The air in Paris was similar to that of where we had come from but for me it was also stanched with excitement, glamour and truth.  We rented rooms on the waterfront of Paris. Our never ending supply of cash never ran out. All we did was take what we could from the corpses we had left.  So that might make us thieves as we well as murders?  But as Draycon said, “even a thief needs a bed to sleep on.”  Or a coffin in our case.

Life in Paris was much the same as it had been but just on a bigger scale.  The killings were less often found out and Draycon I floated through families like they were just a snack to us. Children were left orphaned and women were left widowed.  We took what we wanted and left what we did not.  In a way, we were spoilt for choice.

Thirty years had now passed and yet my body had stayed that of an eighteen year old.  I had been a vampire for longer than I had been human and I thought that I had firmly severed my mortal coil.  I was to be severely wrong.

It had started as I passed a lit-up window one summer’s evening. 

The mistress of the house was sitting in a rocking chair at the window.  In her arms she cradles an infant so tiny I could not make out the sex.  As she rocked back and forth she hummed a tune to the child and gazed at it with such love I thought her heart might burst right in front of me. 

As I watched the exchange between mother and child, a swell of pain soared through me.  This was not a pain I had ever encounted before.  It was nothing like the hunger I had for blood, or the yearning for the attention of my mentor.  But it was a pain for the realisation that I would never be a mother myself. 

Tears stewed down my face as I watched on, entranced by the unconditional love emanating from the house before me.  Just as the woman parted her clothing to feed the infant she glanced up and saw me looking. I felt shamed, embarrassed, mortified.  I scurried away like the sewer rat I had become and hid behind the next row of houses, unable to control my tears.

I walked all night, my mind swimming with guilt at the thought of killing.  I thought of all the things I’d done and could not undo.  And I thought of what I could have had, had I not chosen this life.  But did I really choose it, or was this what he had led me to believe.  Too many thoughts, too much thinking. 

When I arrived home just as the dawn was breaking, Draycon was waiting up for me swirling around a glass of blood like it was wine. 

“Why did you do this to me,” I shrieked launching straight into battle.

“What do you mean my little Meila?  Do what to you?”

“Don’t little Meila me Draycon.  I am not a young girl anymore.  Why did you make me the way I am?  A vampire?  A murderer?  Dammed?”

“I think if you remember correctly it was you who wanted this.”

“I never wanted this,” I spat like my life was poison.  “I never knew that it would be like this.  I am stuck in this body, but my mind has moved on.  How do you do it?”

“How do I do what?”

“Live every day like its beautiful?  It’s not beautiful; it’s ugly, its course, its death.  You’ve condemned me to hell.”

“HELL,” Draycon roared.  “You have no idea what hell is!  You will never grow old, you will never be sick and you will never die.
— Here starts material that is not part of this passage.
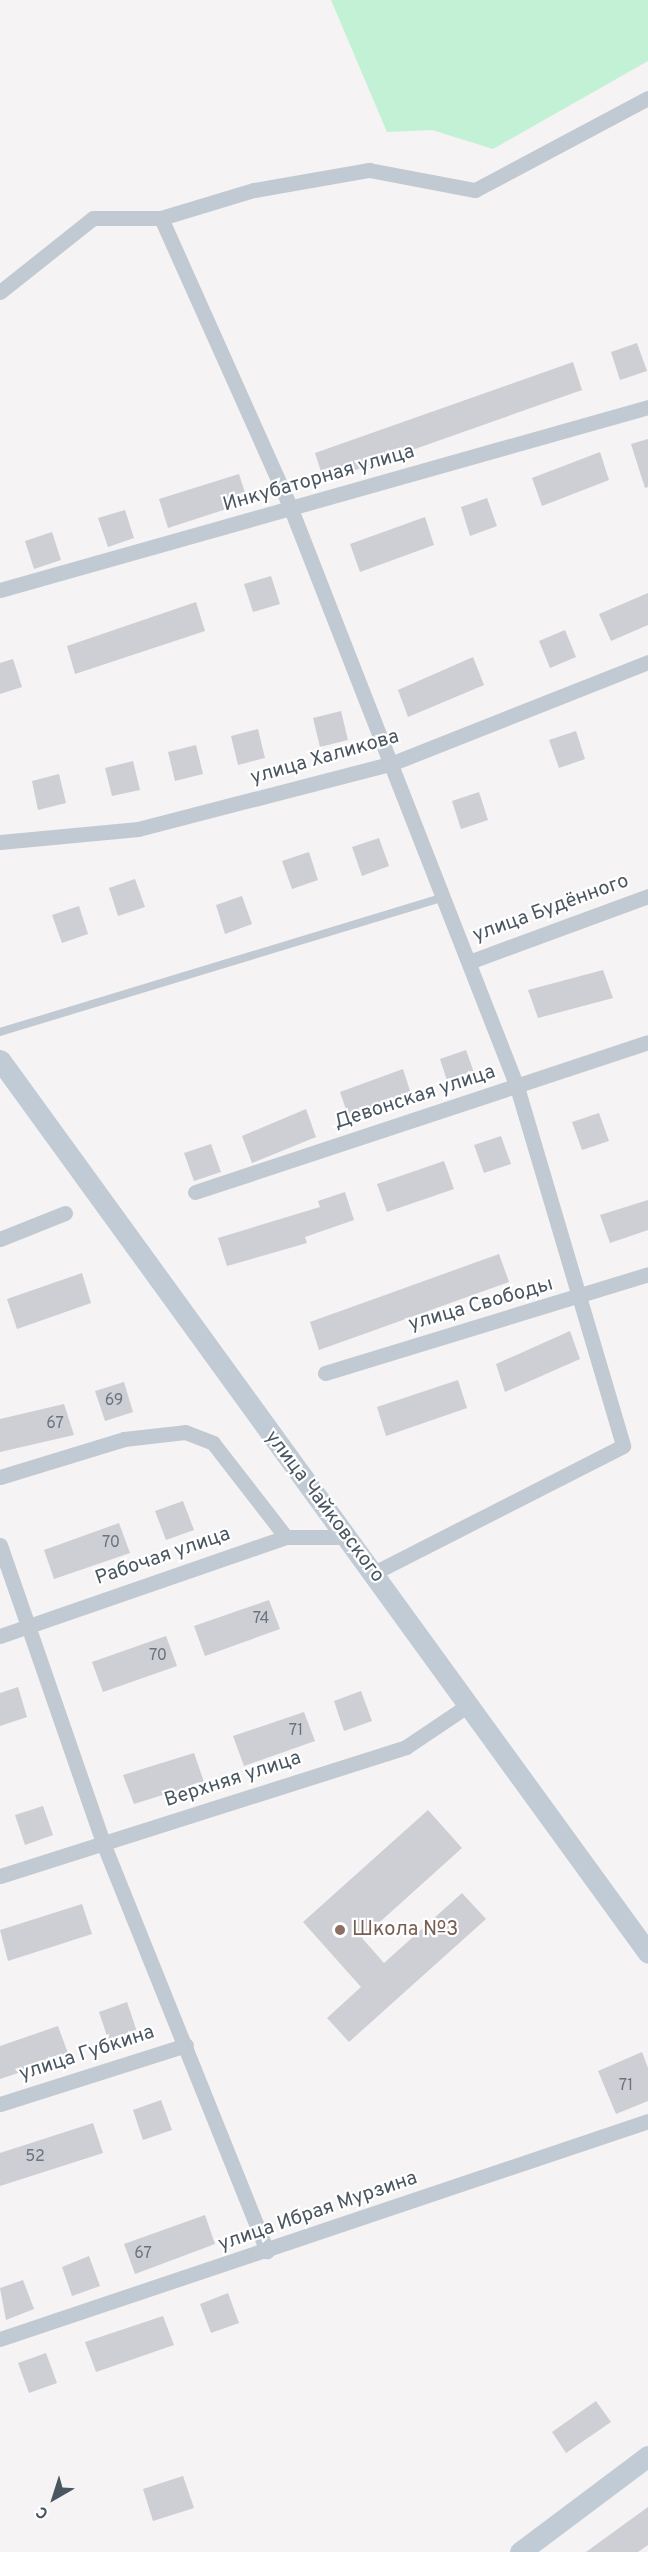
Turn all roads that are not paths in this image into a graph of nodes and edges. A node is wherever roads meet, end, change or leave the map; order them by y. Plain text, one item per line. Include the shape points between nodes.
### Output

You will always be beautiful, you will always have your youth and you will always have more than them!”

“But I can’t have a child.”

Draycon let out a sigh.  “So this is what this is about.”

“Its true isn’t it?  I can never have a child.”
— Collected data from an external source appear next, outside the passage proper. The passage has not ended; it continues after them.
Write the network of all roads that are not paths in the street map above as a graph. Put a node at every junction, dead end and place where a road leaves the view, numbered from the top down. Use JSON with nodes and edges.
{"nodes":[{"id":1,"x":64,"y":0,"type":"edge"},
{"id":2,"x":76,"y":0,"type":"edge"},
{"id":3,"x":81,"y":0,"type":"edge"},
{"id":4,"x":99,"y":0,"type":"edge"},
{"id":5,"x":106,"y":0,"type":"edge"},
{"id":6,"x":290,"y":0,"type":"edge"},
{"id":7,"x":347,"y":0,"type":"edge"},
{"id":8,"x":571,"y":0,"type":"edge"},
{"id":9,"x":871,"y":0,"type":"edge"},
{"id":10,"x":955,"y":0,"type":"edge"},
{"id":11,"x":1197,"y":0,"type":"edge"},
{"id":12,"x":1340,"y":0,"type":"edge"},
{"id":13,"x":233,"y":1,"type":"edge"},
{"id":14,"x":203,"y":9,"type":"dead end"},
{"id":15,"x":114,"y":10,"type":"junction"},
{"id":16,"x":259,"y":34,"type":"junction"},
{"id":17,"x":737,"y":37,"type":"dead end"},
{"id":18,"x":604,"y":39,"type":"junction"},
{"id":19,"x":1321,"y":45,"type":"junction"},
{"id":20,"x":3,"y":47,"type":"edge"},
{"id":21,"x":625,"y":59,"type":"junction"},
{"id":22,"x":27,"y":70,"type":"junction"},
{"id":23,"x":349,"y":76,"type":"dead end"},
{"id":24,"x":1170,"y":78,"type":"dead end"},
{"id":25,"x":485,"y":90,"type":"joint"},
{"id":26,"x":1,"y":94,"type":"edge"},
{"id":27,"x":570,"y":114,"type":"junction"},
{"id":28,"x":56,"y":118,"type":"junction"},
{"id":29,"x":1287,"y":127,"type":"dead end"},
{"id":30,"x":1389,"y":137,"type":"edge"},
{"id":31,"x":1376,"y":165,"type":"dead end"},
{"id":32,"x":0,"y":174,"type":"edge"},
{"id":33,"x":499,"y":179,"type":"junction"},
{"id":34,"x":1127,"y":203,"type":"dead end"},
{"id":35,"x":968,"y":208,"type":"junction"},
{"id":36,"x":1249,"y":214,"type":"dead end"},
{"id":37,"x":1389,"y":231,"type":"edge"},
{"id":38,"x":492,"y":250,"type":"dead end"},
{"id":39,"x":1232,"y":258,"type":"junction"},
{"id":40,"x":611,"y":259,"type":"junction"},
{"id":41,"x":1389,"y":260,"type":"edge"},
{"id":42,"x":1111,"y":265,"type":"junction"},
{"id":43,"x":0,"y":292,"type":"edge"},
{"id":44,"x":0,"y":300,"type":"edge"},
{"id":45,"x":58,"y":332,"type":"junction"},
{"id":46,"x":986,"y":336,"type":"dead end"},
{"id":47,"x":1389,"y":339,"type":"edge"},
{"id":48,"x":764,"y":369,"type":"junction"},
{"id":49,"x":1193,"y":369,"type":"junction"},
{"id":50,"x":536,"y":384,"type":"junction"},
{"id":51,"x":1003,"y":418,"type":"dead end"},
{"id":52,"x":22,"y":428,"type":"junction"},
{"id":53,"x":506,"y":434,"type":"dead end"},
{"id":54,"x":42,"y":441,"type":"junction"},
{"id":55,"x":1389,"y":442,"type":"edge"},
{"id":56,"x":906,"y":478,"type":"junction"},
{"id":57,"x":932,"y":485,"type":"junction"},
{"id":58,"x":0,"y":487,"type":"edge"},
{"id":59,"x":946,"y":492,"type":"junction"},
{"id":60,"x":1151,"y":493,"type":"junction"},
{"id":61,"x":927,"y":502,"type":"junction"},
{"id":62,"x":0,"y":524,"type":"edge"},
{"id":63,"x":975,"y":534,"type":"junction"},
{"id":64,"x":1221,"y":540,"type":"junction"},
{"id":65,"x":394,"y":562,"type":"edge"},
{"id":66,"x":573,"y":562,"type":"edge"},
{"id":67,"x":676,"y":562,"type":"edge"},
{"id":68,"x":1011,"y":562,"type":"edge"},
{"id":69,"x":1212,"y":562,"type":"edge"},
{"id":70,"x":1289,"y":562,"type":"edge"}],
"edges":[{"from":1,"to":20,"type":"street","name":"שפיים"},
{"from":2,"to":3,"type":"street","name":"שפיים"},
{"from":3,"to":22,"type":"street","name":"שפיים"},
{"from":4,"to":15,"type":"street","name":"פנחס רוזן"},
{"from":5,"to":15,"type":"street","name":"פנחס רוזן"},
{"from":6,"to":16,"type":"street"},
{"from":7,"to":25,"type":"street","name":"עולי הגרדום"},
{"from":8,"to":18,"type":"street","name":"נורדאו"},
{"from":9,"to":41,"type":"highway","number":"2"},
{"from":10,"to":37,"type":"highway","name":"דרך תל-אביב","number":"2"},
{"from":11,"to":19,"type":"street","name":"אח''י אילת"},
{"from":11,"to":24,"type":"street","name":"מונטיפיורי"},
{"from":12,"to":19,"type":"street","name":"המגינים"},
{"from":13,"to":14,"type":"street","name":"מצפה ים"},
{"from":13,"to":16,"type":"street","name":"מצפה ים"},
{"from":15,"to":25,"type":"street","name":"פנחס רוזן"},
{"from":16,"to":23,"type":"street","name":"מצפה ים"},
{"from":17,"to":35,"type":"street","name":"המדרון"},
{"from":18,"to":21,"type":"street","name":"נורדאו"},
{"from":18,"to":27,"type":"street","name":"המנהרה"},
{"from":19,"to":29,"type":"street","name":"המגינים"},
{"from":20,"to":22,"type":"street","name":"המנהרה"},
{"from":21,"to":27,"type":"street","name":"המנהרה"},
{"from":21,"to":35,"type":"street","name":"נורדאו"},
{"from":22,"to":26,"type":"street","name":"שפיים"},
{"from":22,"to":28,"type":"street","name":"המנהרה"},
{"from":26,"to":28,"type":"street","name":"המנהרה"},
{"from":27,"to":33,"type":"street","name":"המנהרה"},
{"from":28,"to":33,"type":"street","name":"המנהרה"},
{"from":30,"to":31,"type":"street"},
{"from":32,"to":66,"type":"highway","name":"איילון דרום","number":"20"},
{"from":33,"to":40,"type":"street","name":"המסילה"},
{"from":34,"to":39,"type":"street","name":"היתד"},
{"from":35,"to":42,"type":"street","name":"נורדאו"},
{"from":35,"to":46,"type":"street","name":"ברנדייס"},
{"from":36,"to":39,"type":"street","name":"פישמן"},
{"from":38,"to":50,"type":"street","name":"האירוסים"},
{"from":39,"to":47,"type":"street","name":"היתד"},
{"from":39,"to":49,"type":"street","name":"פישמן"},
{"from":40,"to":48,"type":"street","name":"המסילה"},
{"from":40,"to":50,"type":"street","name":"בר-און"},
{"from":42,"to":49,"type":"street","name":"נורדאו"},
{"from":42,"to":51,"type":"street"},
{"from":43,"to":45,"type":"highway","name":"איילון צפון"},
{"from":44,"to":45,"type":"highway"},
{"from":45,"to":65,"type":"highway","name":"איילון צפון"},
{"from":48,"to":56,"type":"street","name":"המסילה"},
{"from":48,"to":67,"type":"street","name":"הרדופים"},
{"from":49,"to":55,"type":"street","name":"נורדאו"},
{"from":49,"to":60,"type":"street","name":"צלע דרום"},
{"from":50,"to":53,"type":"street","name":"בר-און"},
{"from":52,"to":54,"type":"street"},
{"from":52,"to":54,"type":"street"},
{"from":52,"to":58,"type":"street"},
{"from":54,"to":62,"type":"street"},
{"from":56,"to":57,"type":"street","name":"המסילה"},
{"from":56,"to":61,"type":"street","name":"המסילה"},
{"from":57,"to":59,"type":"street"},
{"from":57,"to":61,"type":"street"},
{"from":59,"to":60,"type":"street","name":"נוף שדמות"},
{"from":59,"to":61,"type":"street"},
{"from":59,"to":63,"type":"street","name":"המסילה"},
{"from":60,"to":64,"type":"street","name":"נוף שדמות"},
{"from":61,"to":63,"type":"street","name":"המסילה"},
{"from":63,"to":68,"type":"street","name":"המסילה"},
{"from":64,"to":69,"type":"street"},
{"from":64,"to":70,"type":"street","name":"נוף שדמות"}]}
“Of course it’s true!  How can someone who is not living produce a living human being?  It’s not possible Mela and you know that.  For a vampire it is not able making life, it is about taking life.  And don’t you forget that.”

“We belong in hell,” I spat back

“What if there is no hell?  Or maybe they do not want us there, ever think of that?”

But there was a hell and no matter where we were, I was in it!

That night I went back to the window where I saw the mother nursing her child.  I climbed on in and sunk my teeth as deep as they would go into the woman’s flesh.  She was too shocked to make a sound. 

I had left another innocent child orphaned, but the satisfaction of wiping the appalled look off the mothers face filled me with more joy than the feed itself.  Till this day, it has remained the only kill I have never regretted.